Tuesday, October 1, 2019

Where's My Popsicle?

(Tuesday morning at Crema on Hermitage Ave near downtown, gazing out at the giant Peabody Plaza project across the street)

Sunday afternoon, I took J.P. to a soccer game in Bellevue.  It was ghastly hot for the end of September.  95 degrees.  Three degrees off the record of 98 in 1953.  Ridiculous.

Because it was so hot, we stopped at Las Paletas in 12South and I bought 20 popsicles for his teammates and siblings.  Roughly 80 dollars worth of popsicles in the end, which I packed in ice in a cooler.

As luck would have it, J.P.'s game against a TSC (Tennessee Soccer Club) team was moved to field 20, which is the farthest field from the parking lot.  As a result, my friend, Giles, and I had to lug the tent I brought for the team and the cooler through the grass, across several soccer fields, to field 20.  Giles and I set the tent up for the players and I carried the cooler to a shady area across the field, where the parents were sitting to watch the game.

After watching five minutes of the game and seeing how well the TSC team passed the ball - J.P.'s team does not pass the ball well, not at all - I knew exactly how the game would go.  J.P.'s team would keep it tight in the first half and TSC would wear them down and pull away in the second half and beat them soundly.  Sure enough, the score at the end of the first half was 0 - 0.  The final score was 5 - 0, in favor of TSC.

It was a frustrating game for the boys to play and for the parents to watch.  The boys were hot and tired.  Worn out, really, and down.  Perfect, I thought, I'll cheer them up with Las Paletas' popsicles.  What could be better, right?
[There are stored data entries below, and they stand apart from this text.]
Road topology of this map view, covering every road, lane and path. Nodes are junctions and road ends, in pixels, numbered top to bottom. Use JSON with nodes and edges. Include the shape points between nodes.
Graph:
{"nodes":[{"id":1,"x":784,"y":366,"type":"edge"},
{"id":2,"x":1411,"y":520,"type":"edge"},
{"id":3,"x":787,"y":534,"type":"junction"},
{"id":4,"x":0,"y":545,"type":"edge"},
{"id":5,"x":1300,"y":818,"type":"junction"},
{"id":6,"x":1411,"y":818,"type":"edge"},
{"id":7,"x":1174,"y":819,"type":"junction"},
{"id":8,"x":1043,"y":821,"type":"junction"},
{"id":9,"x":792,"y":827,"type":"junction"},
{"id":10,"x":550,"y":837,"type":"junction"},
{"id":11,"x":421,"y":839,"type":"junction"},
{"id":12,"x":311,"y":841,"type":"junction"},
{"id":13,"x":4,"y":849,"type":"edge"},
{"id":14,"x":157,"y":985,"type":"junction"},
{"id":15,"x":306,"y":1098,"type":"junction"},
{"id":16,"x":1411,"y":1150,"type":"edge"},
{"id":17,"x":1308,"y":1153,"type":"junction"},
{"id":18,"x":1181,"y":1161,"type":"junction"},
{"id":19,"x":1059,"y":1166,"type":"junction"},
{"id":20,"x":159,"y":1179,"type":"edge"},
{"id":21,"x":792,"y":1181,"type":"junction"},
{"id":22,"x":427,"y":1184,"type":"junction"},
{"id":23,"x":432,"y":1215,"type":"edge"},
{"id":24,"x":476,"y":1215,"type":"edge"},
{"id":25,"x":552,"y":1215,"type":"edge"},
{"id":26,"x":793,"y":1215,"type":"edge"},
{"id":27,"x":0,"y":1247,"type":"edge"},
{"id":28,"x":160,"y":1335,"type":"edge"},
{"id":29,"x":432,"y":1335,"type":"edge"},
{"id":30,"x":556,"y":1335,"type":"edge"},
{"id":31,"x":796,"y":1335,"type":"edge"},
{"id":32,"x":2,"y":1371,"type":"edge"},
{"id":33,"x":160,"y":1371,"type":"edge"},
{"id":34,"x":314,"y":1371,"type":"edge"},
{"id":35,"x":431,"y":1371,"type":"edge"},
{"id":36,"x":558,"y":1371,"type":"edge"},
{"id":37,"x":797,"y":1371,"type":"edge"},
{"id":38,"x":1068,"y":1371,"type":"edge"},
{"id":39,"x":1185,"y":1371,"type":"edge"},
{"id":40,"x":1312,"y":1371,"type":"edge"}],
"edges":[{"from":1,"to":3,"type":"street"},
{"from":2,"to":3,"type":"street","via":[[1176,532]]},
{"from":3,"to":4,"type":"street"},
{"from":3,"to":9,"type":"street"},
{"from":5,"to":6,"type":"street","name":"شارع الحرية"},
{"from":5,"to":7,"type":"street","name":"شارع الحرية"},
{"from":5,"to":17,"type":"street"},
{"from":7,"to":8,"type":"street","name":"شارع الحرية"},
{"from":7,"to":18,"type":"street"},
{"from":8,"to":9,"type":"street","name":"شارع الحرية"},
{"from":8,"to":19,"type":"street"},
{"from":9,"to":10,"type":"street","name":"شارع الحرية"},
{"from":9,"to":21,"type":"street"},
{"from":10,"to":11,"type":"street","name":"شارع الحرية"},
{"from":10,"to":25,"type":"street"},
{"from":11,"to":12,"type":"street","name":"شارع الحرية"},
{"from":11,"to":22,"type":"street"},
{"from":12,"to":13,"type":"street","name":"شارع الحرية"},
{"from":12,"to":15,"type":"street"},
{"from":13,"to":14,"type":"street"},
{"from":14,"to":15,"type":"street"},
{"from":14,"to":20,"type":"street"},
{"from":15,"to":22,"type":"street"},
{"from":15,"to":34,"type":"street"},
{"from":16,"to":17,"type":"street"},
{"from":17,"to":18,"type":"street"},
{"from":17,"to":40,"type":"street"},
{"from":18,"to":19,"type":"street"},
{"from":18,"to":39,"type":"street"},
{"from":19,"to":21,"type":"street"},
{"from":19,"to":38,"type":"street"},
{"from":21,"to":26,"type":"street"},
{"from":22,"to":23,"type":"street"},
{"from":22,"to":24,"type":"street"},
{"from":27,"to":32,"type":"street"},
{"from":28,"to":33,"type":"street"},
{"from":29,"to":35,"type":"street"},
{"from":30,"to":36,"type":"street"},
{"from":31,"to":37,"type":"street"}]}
I retrieved the cooler and walked across the soccer field.  I handed a freezer bag to Giles and I grabbed one and we preceded to hand out the popsicles to the boys.  And this is where, for me, things took a turn.

Not a single boy thanked me (or Giles, that I could see) for the popsicles.  Coach Gordon did.  The siblings' parents I gave popsicles to were demonstratively appreciative, as were the parents to whom I gave the popsicles I had left.  But not the boys, J.P.'s teammates.

And that really chapped my ass.

One of my greatest fears, as a father, is that my boys are growing up with a sense of entitlement.  They sit on the glass at 16 of the Predators' games.  They sit on the third row, almost dead center court, at Belmont University basketball games.  They sit in the club section at Titans' games.  They play on multiple sports teams although, with the exception of J.P.'s soccer team, we've avoided travel sports for the most part.  They have all the sports equipment they possibly could want.

Last but certainly not least, J.P., Joe and all of J.P.'s teammates attend one of the two most prestigious, academically challenging private schools in town, University School Nashville.  It's not cheap and it gets more expensive every year.  For Jude and me, paying for private school is not easy, and I know that's the case for some of J.P.'s teammates' parents, too.

What I don't think I see enough - from my boys and from the other boys, too - is a sense of gratitude and appreciation for what we do, as parents, and for how hard we work to provide them with the life they have.

Whose fault is that?  Ours?  Maybe.  Maybe we, as parents, give them too much.  Maybe we don't make things hard enough for them.  Maybe there's no struggle.  No failure.  No adversity.  Nothing to prepare them for how hard and callous life can and will be at times, when they're adults.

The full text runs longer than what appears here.